Fifty five primary Ultima® hybrid all-metal (Johnson &
Johnson Professional DePuy) total hip replacements (THR) were evaluated prospectively at a mean follow up of 24 months. Patients were selected according to age and activity levels. The mean age at surgery was 58 years (41–69 years). 33 males and 22 females were included in the study. Surgery was carried out for osteoarthritis in 52 patients and for non-union fractured neck of femur, ankylosing spondilitis and post slipped upper femoral epiphysis in the three remaining patients. A single surgeon (the senior author) through the posterior approach carried out surgery. All patients received the Ultima® porous coated titanium shell with a morse taper cobalt chrome liner and double wedge taper polished stem and modular head. Blood metal ion analysis was performed on a cohort of 24 patients using High Resolution Inductively Coupled Plasma Mass Spectrometry, sampling taken pre operatively and then repeated post operatively at 6 months, 1 year and then annually.
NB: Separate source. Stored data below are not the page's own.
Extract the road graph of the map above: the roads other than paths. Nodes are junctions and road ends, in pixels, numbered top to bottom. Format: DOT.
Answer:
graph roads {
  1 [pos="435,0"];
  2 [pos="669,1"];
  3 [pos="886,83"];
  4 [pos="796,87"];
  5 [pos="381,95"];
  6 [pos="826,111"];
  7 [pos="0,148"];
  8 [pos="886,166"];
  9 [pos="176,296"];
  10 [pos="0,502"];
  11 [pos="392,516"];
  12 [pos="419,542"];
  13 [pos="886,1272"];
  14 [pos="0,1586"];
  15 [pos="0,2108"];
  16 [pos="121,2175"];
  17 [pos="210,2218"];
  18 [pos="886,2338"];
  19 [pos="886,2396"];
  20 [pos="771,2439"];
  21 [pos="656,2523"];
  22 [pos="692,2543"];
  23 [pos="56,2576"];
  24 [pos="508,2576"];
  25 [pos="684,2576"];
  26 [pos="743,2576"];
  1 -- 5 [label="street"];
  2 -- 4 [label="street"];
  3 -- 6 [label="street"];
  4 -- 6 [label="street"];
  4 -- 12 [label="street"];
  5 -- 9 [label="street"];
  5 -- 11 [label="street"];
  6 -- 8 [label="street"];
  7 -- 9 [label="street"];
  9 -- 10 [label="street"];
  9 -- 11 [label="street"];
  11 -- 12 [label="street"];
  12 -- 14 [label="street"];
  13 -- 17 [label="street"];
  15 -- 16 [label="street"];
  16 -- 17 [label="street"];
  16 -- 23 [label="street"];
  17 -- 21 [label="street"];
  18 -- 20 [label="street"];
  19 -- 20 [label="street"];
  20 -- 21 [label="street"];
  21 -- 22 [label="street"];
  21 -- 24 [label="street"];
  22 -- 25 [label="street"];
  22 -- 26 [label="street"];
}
Clinical results reported at a mean follow-up interval of 2.016 years have been excellent, with no prosthesis to-date requiring revision and no component migration or radiolucuencies being identified on any follow-up radiographs. One patient has died and one is lost to follow-up. The following non-device related complications were reported in the group, 2 (4%) superficial wound infections, 1 (2%) dislocation, 1 (2%) thrombosis, 1 (2%) IT band defect and 2 (4%) impingement. The dislocation was treated with a closed reduction, the position of the component having been judged as satisfactory. The impingement has resolved by one year in both patients. The results of pre and postoperative blood metal ion analysis in a cohort of 24 patients demonstrate some elevated levels, these levels are similar to those previously reported in the literature. The Ultima® hybrid all-metal THR may represent a valuable alternative in the younger, high demand patient.